Directions >>
Please copy every line below that contains the string "Sokak".

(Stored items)
┌──
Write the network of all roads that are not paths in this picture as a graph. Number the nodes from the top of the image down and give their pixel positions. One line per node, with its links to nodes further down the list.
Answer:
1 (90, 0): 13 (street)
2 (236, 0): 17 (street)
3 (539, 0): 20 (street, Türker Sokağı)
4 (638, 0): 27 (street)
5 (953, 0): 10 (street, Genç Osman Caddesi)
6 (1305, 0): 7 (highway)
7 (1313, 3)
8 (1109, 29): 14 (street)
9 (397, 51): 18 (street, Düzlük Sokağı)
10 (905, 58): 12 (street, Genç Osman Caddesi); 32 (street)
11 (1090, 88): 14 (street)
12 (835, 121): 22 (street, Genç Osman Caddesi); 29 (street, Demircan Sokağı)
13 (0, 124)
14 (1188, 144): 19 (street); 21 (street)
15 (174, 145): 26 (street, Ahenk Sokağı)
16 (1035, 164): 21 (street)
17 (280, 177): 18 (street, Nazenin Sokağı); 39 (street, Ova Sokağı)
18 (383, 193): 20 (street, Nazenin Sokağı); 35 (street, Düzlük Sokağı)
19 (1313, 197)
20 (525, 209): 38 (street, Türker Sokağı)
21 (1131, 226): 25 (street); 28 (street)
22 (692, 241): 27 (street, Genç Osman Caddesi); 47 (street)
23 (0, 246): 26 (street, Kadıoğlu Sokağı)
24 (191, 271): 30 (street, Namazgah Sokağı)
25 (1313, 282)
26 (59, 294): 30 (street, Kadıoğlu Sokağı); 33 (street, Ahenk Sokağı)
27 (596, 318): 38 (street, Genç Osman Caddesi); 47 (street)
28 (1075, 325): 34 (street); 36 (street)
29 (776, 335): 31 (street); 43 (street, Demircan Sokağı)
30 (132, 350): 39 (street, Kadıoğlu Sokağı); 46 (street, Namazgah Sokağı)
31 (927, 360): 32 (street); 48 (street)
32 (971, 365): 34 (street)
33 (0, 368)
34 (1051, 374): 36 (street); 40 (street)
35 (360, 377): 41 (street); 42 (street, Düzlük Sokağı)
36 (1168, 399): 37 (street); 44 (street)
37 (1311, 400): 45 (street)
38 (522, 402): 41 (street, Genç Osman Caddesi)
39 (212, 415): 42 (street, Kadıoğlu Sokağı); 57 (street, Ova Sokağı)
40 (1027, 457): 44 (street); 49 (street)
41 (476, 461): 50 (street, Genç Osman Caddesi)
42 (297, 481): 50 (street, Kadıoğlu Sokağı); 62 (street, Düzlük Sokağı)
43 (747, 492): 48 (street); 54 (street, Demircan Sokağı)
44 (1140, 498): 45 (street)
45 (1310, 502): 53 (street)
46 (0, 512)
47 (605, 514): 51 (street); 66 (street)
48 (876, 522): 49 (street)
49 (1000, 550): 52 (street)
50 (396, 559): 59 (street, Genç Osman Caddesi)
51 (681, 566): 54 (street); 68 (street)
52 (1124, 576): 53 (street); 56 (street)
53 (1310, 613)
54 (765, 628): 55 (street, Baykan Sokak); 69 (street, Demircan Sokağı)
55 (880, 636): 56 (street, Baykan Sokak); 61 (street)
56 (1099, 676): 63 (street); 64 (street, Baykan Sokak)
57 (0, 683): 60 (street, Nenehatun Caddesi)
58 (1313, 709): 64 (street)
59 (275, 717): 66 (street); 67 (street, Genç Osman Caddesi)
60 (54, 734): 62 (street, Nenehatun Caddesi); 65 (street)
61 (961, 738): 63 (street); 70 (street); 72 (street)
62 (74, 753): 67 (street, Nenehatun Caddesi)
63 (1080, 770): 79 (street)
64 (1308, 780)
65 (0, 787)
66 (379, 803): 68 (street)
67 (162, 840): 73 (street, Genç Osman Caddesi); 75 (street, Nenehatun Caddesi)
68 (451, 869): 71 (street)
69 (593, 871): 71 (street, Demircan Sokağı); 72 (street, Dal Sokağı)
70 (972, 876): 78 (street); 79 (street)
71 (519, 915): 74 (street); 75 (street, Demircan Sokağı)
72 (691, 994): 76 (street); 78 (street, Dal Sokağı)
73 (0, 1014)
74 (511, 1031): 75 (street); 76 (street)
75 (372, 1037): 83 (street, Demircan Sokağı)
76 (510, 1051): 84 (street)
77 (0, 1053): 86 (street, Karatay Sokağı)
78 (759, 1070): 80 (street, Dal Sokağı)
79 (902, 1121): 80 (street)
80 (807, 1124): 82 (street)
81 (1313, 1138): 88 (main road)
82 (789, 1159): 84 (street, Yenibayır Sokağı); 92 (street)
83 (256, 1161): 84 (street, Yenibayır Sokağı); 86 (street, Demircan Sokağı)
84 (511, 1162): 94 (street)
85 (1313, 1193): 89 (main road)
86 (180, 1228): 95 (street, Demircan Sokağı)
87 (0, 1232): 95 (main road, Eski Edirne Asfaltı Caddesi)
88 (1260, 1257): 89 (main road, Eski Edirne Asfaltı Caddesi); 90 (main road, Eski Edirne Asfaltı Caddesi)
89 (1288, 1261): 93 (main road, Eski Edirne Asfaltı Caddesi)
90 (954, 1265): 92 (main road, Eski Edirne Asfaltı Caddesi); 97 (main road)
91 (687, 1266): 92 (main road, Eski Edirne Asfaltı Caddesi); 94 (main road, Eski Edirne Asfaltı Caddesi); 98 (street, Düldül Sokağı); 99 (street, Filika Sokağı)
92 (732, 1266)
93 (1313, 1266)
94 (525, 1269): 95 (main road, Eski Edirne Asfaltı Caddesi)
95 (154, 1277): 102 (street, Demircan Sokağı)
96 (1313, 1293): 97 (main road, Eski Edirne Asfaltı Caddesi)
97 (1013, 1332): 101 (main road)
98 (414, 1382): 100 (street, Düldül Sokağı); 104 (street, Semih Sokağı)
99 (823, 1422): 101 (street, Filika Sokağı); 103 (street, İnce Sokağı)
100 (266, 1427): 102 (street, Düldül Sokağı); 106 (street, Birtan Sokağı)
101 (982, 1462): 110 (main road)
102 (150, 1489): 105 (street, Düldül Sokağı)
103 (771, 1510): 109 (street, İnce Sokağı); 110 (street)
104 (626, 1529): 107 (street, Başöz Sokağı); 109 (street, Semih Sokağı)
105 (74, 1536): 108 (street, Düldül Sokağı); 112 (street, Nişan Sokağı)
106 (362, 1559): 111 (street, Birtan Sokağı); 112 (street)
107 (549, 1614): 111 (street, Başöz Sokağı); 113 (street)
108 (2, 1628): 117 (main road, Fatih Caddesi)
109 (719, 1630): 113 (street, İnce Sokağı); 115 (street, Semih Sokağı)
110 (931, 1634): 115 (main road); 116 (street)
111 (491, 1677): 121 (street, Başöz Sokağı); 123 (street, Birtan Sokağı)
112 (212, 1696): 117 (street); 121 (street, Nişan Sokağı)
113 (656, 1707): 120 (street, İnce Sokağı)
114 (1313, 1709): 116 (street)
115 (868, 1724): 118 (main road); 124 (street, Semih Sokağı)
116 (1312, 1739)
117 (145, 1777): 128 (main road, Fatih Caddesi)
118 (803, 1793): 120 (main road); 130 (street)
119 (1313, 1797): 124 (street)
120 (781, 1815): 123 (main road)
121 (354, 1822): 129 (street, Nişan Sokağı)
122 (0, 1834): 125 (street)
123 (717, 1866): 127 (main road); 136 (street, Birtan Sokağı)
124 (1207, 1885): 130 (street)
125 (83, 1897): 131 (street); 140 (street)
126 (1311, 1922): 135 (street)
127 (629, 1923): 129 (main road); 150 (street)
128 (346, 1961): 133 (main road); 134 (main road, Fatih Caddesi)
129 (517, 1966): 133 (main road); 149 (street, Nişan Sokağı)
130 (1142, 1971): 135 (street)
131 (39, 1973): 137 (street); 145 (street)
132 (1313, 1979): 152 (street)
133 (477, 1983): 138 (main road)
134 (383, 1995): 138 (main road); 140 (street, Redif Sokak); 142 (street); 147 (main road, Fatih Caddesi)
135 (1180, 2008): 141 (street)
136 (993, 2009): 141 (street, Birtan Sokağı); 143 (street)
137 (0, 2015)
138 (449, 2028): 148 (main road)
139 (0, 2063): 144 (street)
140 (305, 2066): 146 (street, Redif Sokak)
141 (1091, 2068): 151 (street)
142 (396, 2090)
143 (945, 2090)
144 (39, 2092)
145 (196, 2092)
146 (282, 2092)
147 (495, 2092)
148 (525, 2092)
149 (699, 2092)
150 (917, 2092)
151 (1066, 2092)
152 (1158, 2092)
└──
Answer area >>
54 (765, 628): 55 (street, Baykan Sokak); 69 (street, Demircan Sokağı)
55 (880, 636): 56 (street, Baykan Sokak); 61 (street)
56 (1099, 676): 63 (street); 64 (street, Baykan Sokak)
134 (383, 1995): 138 (main road); 140 (street, Redif Sokak); 142 (street); 147 (main road, Fatih Caddesi)
140 (305, 2066): 146 (street, Redif Sokak)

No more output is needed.